Remix.run Logo
moyix a day ago

Note that MuZero did better than AlphaGo, without access to preprogrammed rules: https://en.wikipedia.org/wiki/MuZero

smokel a day ago | parent | next [-]

Minor nitpick: it did not use preprogrammed rules for scanning through the search tree, but it does use preprogrammed rules to enforce that no illegal moves are made during play.

hulium a day ago | parent [-]

During play, yes, obviously you need an implementation of the game to play it. But in its planning tree, no:

> MuZero only masks legal actions at the root of the search tree where the environment can be queried, but does not perform any masking within the search tree. This is possible because the network rapidly learns not to predict actions that never occur in the trajectories it is trained on.
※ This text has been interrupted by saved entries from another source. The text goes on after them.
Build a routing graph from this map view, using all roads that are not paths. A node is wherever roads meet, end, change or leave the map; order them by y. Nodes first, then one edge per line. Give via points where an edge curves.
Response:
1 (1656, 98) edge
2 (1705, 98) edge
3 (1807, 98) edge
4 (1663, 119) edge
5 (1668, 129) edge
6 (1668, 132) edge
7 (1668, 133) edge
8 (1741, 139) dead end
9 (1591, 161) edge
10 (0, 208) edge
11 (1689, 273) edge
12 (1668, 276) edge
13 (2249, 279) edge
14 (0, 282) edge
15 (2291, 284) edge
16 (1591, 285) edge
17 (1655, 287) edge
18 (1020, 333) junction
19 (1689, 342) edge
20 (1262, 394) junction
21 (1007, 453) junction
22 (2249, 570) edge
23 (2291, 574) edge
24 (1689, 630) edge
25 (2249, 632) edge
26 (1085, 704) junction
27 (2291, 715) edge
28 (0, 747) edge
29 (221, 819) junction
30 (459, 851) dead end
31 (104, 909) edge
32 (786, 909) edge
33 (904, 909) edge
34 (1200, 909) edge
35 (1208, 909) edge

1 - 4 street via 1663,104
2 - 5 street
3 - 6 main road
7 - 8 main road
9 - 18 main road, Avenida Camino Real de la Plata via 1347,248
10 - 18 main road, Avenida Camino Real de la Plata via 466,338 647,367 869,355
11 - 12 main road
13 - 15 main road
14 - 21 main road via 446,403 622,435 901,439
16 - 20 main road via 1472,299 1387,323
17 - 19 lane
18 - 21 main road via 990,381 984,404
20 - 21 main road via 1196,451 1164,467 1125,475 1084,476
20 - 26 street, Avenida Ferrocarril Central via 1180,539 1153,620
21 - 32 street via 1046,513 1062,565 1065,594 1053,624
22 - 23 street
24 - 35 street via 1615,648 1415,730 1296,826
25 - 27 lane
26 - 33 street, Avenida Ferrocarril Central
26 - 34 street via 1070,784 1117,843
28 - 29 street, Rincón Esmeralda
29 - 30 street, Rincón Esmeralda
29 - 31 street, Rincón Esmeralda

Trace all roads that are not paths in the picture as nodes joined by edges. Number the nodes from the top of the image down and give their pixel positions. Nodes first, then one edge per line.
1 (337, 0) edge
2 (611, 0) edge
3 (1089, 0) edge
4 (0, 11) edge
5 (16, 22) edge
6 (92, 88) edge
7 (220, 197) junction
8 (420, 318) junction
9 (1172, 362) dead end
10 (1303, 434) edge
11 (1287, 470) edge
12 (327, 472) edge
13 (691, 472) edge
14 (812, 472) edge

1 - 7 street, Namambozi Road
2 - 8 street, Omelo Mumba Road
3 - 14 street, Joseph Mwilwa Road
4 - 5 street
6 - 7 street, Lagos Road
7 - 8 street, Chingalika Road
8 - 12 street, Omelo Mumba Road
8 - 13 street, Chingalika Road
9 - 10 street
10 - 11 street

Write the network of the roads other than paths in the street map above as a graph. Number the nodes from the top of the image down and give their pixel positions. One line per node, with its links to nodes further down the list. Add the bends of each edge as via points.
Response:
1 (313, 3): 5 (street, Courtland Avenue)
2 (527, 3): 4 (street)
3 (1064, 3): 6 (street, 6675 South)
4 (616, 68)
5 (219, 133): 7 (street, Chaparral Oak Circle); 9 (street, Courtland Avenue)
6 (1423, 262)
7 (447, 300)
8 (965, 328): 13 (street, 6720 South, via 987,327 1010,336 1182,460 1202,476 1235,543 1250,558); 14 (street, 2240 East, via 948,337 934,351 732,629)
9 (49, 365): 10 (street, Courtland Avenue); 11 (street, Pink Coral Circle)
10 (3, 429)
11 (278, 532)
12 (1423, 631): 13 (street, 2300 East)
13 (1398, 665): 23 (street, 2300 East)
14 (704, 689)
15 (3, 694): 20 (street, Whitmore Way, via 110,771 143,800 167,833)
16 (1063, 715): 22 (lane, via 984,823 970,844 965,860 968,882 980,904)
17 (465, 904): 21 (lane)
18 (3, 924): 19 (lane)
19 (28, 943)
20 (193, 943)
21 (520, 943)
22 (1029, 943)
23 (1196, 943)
https://arxiv.org/pdf/1911.08265

skywhopper 21 hours ago | parent [-]

That is exactly what the commenter was saying.

Zacharias030 16 hours ago | parent | next [-]

It is consistent with what the commenter was saying.

In any case, for Go - with a mild amount of expert knowledge - this limitation is most likely quite irrelevant unless in very rare endgame situations, or special superko setups, where a lack of moves or solutions push some probability to moves that look like wishful thinking.

I think this is not a significant limitation of the work (not that any parent claimed otherwise). MuZero is acting in an environment with prescribed actions, it’s just “planning with a learned model” and without access to the simulation environment.

—-

What I am less convinced by was the claim that MuZero reaches higher performance than previous AlphaZero variants. What is the comparison based on? Iso-flops, Iso-search depth, iso self play games, iso wallclock time? What would make sense here?

Each AlphaGo paper was trained on some sort of embarrassingly parallel compute cluster, but all included the punchlines for general audiences that “in just 30 hours” some performance level was reached.

gnfargbl 20 hours ago | parent | prev [-]

The more detailed clarification on what "preprogrammed rules" actually means in this case made the entire discussion significantly more clear to me. I think it was helpful.

CGamesPlay 14 hours ago | parent | prev [-]

This is true, and MuZero's paper notes that it did better with less computation than AlphaZero. But it still used about 10x more computation to get there than AlphaGo, which was "bootstrapped" with human expert moves. I think this is very important context to anyone who is trying to implement an AI for their own game.